The study, by Danish academic Bent Flyvbjerg from Oxford University's Said Business School, found that traffic forecasts for infrastructure projects around the world are usually way off target. We're not talking about 5 or 10 per cent out either – they can be wrong by more than 40 per cent, sometimes even way more.

Read his paper and you end up feeling that these forecasts might as well have been put together with a crystal ball, dart board and Ouija board. And the problem is investors, who wouldn't take a punt on where the All Ords would be 10 years from now, thought the forecasts were more or less accurate and got burnt. The risks were downplayed by decision makers and if the study is right, what happened to Brisconnections was perfectly normal, and totally predictable.

That means two things:

Firstly, certain kinds of infrastructure are not as safe as many investors think. It's a high-risk, high-return proposition from the conception to the operation state.

Secondly, governments and investors will have to rethink the kind of infrastructure we need, and re-evaluate the funding models. If we want infrastructure like roads and rail, we will have to develop a type of funding more robust to withstand forecasts that are totally off beam.

The study, Survival of the unfittest: why the worst infrastructure gets built – and what we can do about it , covered 208 projects in 14 countries on five continents. It found a standard deviation for traffic forecasts of 44.3 per cent. Put another way, it means that in about 68 per cent of cases, assuming a normal distribution on the bell curve, traffic forecasts will be out by 44.3 per cent. The remaining 32 per cent could be out by even more.

Now that variation could go up or down, the traffic could be more than forecast or way less. It's just that in Australia so far, it's been a case of the latter. Either way, the forecasts are wrong, it's no precise science.

The Brisconnections debacle fits that model contained in the study. Airport Link's pre-GFC traffic forecasts had 136,000 vehicles per day using the road one month after opening, rising to 186,000 one year later. But only 81,000 used it in the first month, roughly in line with Flyvbjerg's figures, and this slipped to 47,000. Lane Cove, Cross City and Clem Jones had a similar problem, the forecasts were way off target.

It doesn't matter how sophisticated the modelling might be, it's difficult to pick precise demand per day on a single piece of infrastructure five to 10 years' time. Whether you're predicting traffic demand or where the stock market will go, forecasting is a perilous business. As Flyvbjerg shows, consultants are paid millions of dollars to make predictions and without fail, they get it wrong.

In the Australian Financial Review last week, Queensland's former Labor Treasurer Andrew Fraser wrote that Airport Link was a "zinger” of a deal and that the people of Queensland will forever have $5 billion worth of infrastructure.
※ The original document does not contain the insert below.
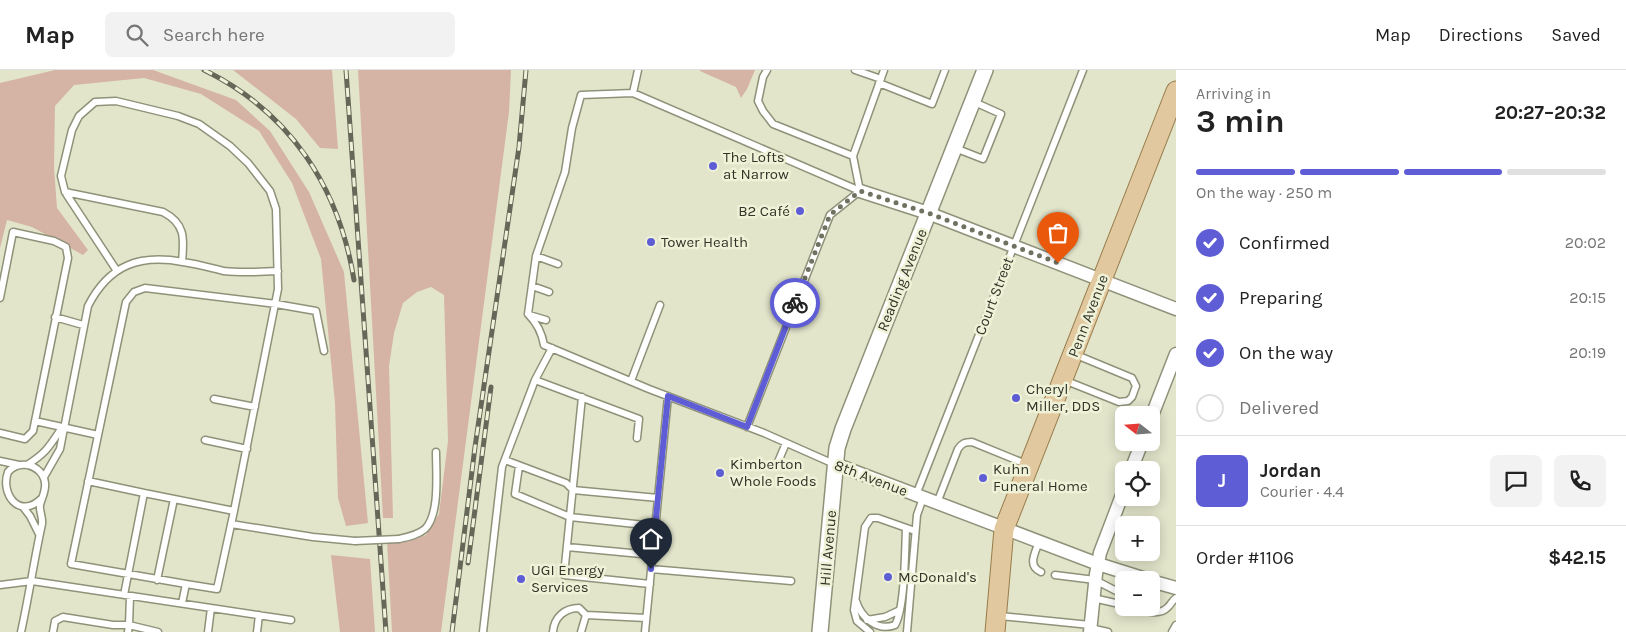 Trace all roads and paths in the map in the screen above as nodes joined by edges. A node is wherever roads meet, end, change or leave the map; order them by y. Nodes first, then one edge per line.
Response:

What he neglected to say was that it's worth nothing close to that now. He also didn't mention that the Bligh government only put in $270 million. It's not like it had that much skin in the game to do its job and evaluate the traffic forecasts more critically.

Fraser said the forecasts were wrong because they were pre-GFC. But the Flyvbjerg study shows that's a lousy excuse and sloppy rhetoric. The inaccuracy, Flyvbjerg says, has been constant over a 30-year period and there has been no sign of improvement. The GFC is just a red herring.

Flyvbjerg looks at a swag of infrastructure projects that went horribly wrong: the Eurotunnel which had produced a return on investment of -14.5 per cent and the Danish Great Belt rail tunnel, the second longest underwater rail tunnel in Europe, which turned out to be non-viable even before it opened. Then there was Boston's Big Dig, LA's subway, San Francisco's Bay Bridge, Denver's new International Airport, and the New Woodrow Wilson Bridge in Washington, DC. In Britain, there was the London Tube public–private partnership, the West Coast Main Line upgrade, the Railtrack fiscal collapse, the Scottish parliament building and the Humber Bridge.

Now the only reason you build roads, rails and bridges is to create a stronger economy. It's difficult to identify major economic success directly attributed to these projects.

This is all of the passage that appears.